Turkey’s banks could be in for a rough ride
The country’s banks have successfully weathered a series of crises during the past six years. Will this time be different?
What does Turkey’s latest bout of currency volatility mean for the country’s banking sector?
As usual, that was one of the first questions asked by markets after president Recep Tayyip Erdogan dispensed with yet another central bank governor on March 18.
Quite why Naci Agbal was sacked after only three months in post remains unclear. Most initially connected it with the central bank’s decision two days earlier to hike rates by a larger-than-expected 200 basis points, given Erdogan’s apparently unshakeable conviction that higher interest rates are the cause of all economic ills, including inflation.
But then rumours began to spread that Agbal had been pushing for an inquiry into how $140 billion of Turkey’s foreign-exchange reserves came to be dissipated in a futile attempt to defend the lira without raising rates during the inglorious two-year reign of presidential son-in-law Berat Albayrak as economy supremo.

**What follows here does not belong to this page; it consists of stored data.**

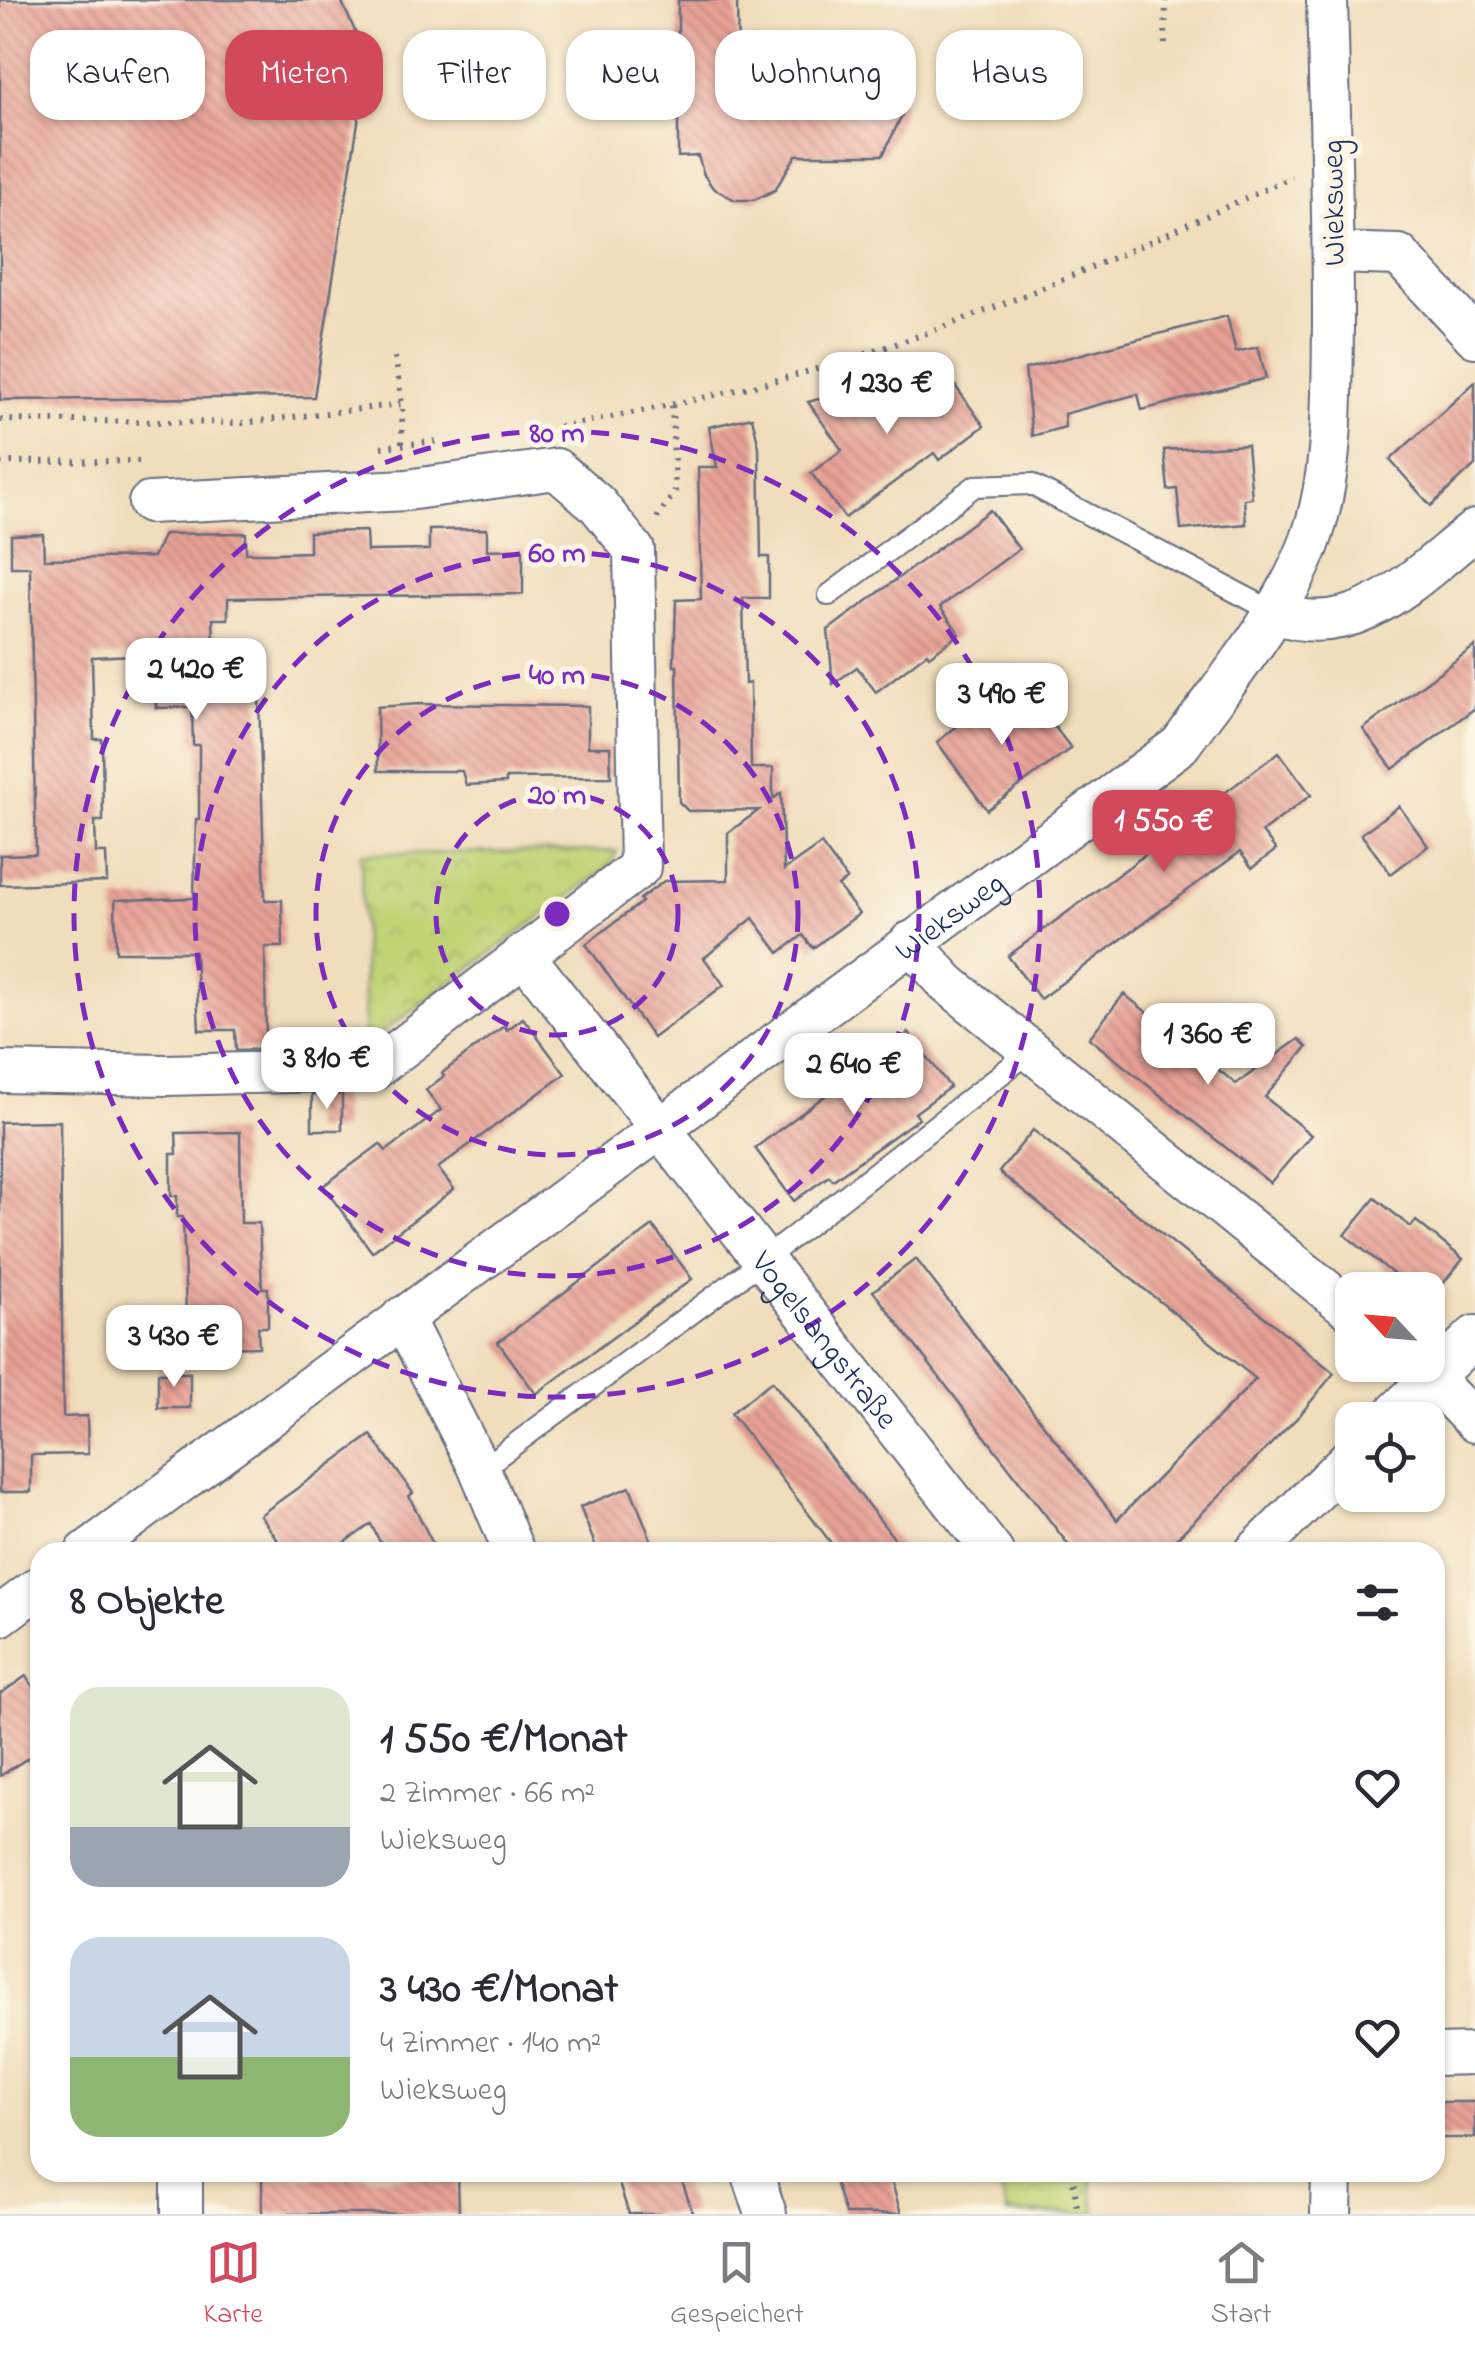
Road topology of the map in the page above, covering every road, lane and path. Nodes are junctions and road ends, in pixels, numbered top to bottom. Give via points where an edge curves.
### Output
1 (1166, 0) edge
2 (1328, 0) edge
3 (1165, 44) dead end
4 (1332, 159) junction
5 (1333, 253) junction
6 (1475, 337) edge
7 (395, 357) dead end
8 (402, 404) junction
9 (672, 405) junction
10 (0, 420) edge
11 (550, 429) dead end
12 (439, 441) dead end
13 (402, 445) junction
14 (366, 449) dead end
15 (158, 461) dead end
16 (0, 462) edge
17 (149, 504) dead end
18 (1475, 530) edge
19 (634, 550) junction
20 (829, 594) dead end
21 (1276, 612) junction
22 (910, 942) junction
23 (523, 954) junction
24 (1028, 1050) junction
25 (0, 1072) edge
26 (658, 1130) junction
27 (762, 1261) junction
28 (1335, 1298) edge
29 (402, 1317) junction
30 (1475, 1336) edge
31 (1445, 1357) edge
32 (1417, 1382) edge
33 (1437, 1382) edge
34 (1402, 1402) edge
35 (1475, 1422) edge
36 (480, 1470) junction
37 (1335, 1473) edge
38 (99, 1542) edge
39 (510, 1542) edge
40 (985, 1542) edge
41 (1265, 1542) edge
42 (30, 1594) edge
43 (0, 1616) edge
44 (1445, 2054) edge
45 (1475, 2054) edge
46 (182, 2182) edge
47 (755, 2182) edge
48 (1073, 2182) edge
49 (1332, 2182) edge
50 (182, 2214) edge
51 (766, 2214) edge
52 (1078, 2214) edge
53 (1331, 2214) edge

1 - 3 path
2 - 4 street, Wieksweg
4 - 5 street, Wieksweg
4 - 9 path via 1112,260 960,320 826,366
5 - 6 street via 1399,255
5 - 21 street, Wieksweg via 1326,472 1309,545
7 - 8 path
8 - 10 path via 243,422
8 - 13 path
9 - 11 path
9 - 19 path via 675,492
12 - 13 path
13 - 14 path
15 - 16 path
17 - 19 street via 408,490 556,469 597,504
18 - 21 street via 1372,610 1329,622 1300,622
19 - 23 street via 640,867
20 - 21 lane via 974,486 1030,484
21 - 22 street, Wieksweg via 1180,745
22 - 24 street via 946,982
22 - 26 street, Wieksweg
23 - 25 street via 373,1070
23 - 26 street, Vogelsangstraße
24 - 27 lane
24 - 28 street
26 - 27 street, Vogelsangstraße
26 - 29 street, Wieksweg
27 - 36 lane
27 - 40 street, Vogelsangstraße
29 - 36 street
29 - 38 street, Wieksweg
30 - 31 street
32 - 34 street
33 - 35 street
36 - 39 street
37 - 41 street
42 - 43 street
44 - 45 street
46 - 50 street
47 - 51 street
48 - 52 path
49 - 53 street

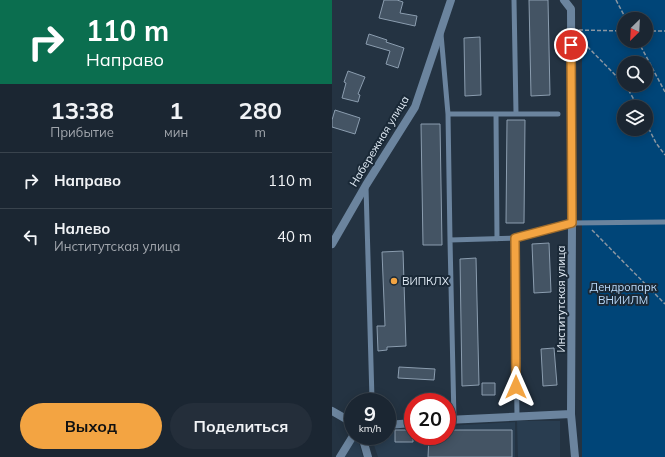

Which explanation is correct will likely remain an open question, given the Turkish government’s approach to transparency, for which Erdogan shows about as much enthusiasm as interest rates.
What is crystal clear is that Erdogan’s brief experiment with economic rationality – which began when Albayrak was finally replaced in November by experienced political operator Lütfi Elvan, and Agbal was installed at the central bank – is over.